Wednesday, April 17, 2013

Tan Sri Ahmad Mohd Don story

Tan Sri Ahmad Mohd Don became the fifth governor of Bank Negara Malaysia (BNM) on 1 May 1994. In May 1994, he was appointed as the Governor of BNM for a period of three years and in May 1997, he was re-appointed for a further period of three years. He resigned in August 1998. It was during Ahmad Don’s tenure that Asia was hit by speculative attacks on its currencies. Although the prescribed monetary policy action was to tighten interest rates, Malaysia, under then Prime Minister Tun Dr Mahathir Mohamad, imposed capital controls, pegged the ringgit to the US dollar and slashed lending rates. In disagreement over the move, Ahmad Don and his deputy, Fong Weng Phak, resigned in August 1998.

Ahmad Don
Tan Sri Ahmad Mohd Don graduated with a Bachelor of Science (Honours), Summa cum Laude, in Economics and Business from the University of Wales, Aberystwyth, United Kingdom in 1969. He is also a Fellow of the Institute of Chartered Accountants in England and Wales and a member of the Malaysian Institute of Certified Public Accountant. Tan Sri Ahmad has extensive experience in finance and banking, having worked in various capacities with Pernas Securities Sdn Bhd, Permodalan Nasional Berhad and Malayan Banking Berhad. He served as the Group Managing Director and Chief Executive Officer of Malayan Banking Berhad from 1991 to 1994. Currently, he also holds directorships in Sekhar & Tan , J.P. Morgan Chase Bank Berhad, KAF Investment Bank Berhad, Hing Yiap Knitting Industries Bhd, United Malacca Berhad, MAA Holdings Berhad and Hap Seng Plantations Holdings Berhad.

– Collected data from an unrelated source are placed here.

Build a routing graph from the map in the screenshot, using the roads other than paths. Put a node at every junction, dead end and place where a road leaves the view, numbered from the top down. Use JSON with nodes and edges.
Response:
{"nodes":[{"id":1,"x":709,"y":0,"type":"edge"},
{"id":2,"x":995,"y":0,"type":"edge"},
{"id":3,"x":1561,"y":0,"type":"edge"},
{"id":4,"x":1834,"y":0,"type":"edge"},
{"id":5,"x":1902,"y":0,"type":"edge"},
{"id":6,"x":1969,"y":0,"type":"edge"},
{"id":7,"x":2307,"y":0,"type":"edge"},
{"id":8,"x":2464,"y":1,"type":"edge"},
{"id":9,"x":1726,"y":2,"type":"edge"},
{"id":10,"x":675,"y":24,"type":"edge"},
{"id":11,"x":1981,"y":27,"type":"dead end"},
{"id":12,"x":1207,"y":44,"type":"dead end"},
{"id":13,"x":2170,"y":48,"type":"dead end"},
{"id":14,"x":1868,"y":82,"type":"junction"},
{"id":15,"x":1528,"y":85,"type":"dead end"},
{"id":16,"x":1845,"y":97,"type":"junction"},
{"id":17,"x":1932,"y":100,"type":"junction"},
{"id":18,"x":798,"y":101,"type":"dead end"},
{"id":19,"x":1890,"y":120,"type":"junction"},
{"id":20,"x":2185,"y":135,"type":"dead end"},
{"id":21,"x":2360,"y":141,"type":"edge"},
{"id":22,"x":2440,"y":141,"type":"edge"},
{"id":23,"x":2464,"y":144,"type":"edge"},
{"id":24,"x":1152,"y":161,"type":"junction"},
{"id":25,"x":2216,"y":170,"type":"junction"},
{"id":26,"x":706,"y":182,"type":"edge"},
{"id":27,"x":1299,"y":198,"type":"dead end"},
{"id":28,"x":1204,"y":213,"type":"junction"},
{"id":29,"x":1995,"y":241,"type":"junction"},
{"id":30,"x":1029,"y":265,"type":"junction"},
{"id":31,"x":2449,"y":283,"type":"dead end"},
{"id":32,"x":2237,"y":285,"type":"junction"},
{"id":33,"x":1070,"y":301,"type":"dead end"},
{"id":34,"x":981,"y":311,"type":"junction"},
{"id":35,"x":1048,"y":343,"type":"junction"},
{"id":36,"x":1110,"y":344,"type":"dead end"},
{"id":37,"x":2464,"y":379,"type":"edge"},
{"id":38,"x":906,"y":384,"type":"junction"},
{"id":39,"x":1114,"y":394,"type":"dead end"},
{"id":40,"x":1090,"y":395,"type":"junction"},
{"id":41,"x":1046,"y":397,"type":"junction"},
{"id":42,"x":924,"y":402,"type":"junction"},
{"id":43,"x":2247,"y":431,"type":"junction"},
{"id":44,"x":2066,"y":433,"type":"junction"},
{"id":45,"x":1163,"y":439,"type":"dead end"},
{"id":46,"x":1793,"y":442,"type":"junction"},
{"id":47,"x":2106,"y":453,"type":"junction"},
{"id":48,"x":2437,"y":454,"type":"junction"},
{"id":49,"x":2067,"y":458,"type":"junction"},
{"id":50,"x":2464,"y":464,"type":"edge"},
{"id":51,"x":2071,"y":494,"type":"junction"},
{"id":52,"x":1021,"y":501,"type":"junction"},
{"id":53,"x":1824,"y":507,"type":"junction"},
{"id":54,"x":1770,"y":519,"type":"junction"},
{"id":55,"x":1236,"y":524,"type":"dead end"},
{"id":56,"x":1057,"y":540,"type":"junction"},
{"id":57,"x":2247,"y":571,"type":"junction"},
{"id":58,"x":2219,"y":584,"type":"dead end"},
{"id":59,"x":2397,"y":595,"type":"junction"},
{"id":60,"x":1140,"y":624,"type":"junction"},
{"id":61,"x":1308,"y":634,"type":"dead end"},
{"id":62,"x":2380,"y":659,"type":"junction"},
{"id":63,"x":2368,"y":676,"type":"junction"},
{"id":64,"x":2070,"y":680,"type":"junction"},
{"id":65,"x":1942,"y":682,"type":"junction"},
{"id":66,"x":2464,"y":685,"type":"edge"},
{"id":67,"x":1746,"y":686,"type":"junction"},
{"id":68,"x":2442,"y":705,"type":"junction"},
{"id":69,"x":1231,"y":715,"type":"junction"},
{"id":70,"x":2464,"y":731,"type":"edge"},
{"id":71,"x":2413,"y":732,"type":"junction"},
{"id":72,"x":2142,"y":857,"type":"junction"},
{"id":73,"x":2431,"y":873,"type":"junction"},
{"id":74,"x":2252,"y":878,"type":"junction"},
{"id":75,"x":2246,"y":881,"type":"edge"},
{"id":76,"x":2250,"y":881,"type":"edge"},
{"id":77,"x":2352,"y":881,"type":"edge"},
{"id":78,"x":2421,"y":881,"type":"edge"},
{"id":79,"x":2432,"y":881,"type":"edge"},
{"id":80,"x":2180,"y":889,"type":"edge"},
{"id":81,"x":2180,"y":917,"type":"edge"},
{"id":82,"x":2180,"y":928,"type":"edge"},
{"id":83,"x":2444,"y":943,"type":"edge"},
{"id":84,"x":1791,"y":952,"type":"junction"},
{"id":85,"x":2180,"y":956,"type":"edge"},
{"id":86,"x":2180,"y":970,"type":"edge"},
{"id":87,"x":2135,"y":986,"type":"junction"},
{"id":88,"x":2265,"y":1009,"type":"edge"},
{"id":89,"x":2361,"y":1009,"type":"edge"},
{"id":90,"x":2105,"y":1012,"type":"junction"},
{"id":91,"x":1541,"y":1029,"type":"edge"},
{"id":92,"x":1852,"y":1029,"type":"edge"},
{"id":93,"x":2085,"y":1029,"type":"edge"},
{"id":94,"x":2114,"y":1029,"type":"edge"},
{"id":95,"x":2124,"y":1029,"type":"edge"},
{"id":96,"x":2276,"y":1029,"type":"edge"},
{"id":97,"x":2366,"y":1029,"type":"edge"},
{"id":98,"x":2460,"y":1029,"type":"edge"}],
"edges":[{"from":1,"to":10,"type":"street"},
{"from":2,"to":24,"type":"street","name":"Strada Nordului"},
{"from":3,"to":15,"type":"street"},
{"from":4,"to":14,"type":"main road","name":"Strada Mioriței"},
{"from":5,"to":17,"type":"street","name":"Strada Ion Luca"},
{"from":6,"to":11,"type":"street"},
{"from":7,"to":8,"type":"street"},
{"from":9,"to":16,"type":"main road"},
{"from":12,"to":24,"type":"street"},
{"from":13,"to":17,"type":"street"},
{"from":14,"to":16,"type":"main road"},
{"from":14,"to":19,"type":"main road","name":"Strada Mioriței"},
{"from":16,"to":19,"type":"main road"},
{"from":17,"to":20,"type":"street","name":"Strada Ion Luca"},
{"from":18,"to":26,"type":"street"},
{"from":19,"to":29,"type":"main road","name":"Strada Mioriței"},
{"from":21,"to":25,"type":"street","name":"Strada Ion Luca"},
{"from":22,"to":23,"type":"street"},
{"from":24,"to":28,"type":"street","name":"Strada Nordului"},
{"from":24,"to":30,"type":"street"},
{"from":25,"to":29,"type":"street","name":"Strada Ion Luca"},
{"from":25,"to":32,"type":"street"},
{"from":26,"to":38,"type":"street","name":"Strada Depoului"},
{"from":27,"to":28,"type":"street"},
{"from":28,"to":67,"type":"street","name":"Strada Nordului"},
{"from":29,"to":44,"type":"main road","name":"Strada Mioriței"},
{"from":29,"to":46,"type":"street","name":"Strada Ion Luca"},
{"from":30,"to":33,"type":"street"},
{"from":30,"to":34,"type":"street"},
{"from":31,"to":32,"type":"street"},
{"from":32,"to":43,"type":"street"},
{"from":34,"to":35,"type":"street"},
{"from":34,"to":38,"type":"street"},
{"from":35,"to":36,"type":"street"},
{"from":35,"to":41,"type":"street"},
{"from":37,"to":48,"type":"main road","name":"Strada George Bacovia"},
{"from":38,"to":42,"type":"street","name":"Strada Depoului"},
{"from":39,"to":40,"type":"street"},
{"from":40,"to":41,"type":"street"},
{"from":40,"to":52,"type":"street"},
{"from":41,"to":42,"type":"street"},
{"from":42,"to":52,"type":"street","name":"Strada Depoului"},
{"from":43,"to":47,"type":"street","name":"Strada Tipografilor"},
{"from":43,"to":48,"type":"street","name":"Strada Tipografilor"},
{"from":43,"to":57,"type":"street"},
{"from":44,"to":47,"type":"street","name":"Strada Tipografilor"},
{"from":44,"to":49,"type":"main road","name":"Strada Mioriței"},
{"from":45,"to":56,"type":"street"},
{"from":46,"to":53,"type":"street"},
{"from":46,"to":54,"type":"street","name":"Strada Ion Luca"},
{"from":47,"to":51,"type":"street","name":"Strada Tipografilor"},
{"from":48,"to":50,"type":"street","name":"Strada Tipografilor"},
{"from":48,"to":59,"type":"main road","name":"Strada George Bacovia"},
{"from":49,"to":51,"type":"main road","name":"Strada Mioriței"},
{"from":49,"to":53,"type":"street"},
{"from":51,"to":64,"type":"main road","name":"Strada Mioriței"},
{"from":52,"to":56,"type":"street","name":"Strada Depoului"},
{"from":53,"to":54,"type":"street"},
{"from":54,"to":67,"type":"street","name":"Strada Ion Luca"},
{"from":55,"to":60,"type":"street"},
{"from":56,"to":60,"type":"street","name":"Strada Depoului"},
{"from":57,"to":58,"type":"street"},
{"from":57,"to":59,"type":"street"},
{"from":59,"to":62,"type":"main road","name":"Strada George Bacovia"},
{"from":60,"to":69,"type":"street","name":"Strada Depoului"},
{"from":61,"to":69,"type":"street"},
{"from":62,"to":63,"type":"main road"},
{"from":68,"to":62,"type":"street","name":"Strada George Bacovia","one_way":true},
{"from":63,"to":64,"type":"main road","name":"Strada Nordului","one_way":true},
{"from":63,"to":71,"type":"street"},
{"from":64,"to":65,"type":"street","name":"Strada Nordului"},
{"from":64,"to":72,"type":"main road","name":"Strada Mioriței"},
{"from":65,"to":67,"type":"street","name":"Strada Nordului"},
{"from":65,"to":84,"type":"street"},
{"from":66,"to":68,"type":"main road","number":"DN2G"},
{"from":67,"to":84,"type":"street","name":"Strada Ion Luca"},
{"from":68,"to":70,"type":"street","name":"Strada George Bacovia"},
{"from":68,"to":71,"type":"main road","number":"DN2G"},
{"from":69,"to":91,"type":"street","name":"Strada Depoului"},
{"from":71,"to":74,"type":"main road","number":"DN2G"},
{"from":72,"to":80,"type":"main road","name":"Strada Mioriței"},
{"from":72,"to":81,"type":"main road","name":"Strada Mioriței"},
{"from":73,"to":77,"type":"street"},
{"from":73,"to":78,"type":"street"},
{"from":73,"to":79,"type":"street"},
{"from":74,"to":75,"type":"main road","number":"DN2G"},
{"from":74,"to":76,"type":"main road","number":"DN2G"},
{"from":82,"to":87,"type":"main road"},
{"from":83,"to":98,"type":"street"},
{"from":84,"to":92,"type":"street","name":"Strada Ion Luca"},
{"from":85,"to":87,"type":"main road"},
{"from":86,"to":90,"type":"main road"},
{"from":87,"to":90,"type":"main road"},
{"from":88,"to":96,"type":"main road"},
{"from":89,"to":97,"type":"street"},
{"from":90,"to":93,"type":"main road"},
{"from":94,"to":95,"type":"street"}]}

Many people believe Ahmad Don is a scapegoat for slumping KL economy in 1998. The central bank governor had been attacked by Mr Daim and Dr Mahathir for his tight monetary policy during the crisis which they said helped hurtle Malaysia into its first recession. Despite Dr Mahathir's wish that monetary policy be eased, the central bank continued with open-market operations throughout the first half of 1997 which neutralised the effect of cuts in banks' statutory reserve requirements, and so angering the top leaders. Bankers remarked that the prime minister was furious to see the decade-long efforts to build up strategic industries like the car industry literally destroyed overnight as a result of what he saw as the central bank's tight credit policies.

Ahmad Don berated Malaysia's bankers for not reining in loans growth fast enough. His decision to focus exclusively on monetary policy tools during the crisis cost him his job. Mr Ahmad Don, who presided over the toughest regulatory changes in the industry, is also being faulted for tightening the definition of what is to be considered a non-performing loan. By his book, a loan becomes non-performing if it is not serviced for three months, down from the previous six months. By cutting the period from 6 months to 3 months, many businesses found two years cashflow eroded to one year. He compounded the mistake by not allowing businesses more credit to offset the tighter provisioning policies and higher rates, which according to a senior banker, was what really made his position a lot worse. Indeed, the central bank's provisioning policies made it hard for banks to keep healthy NPL levels and bankers say few banks can continue to operate as solvent entities without quick action from newly-formed agencies set up to address deteriorating asset quality.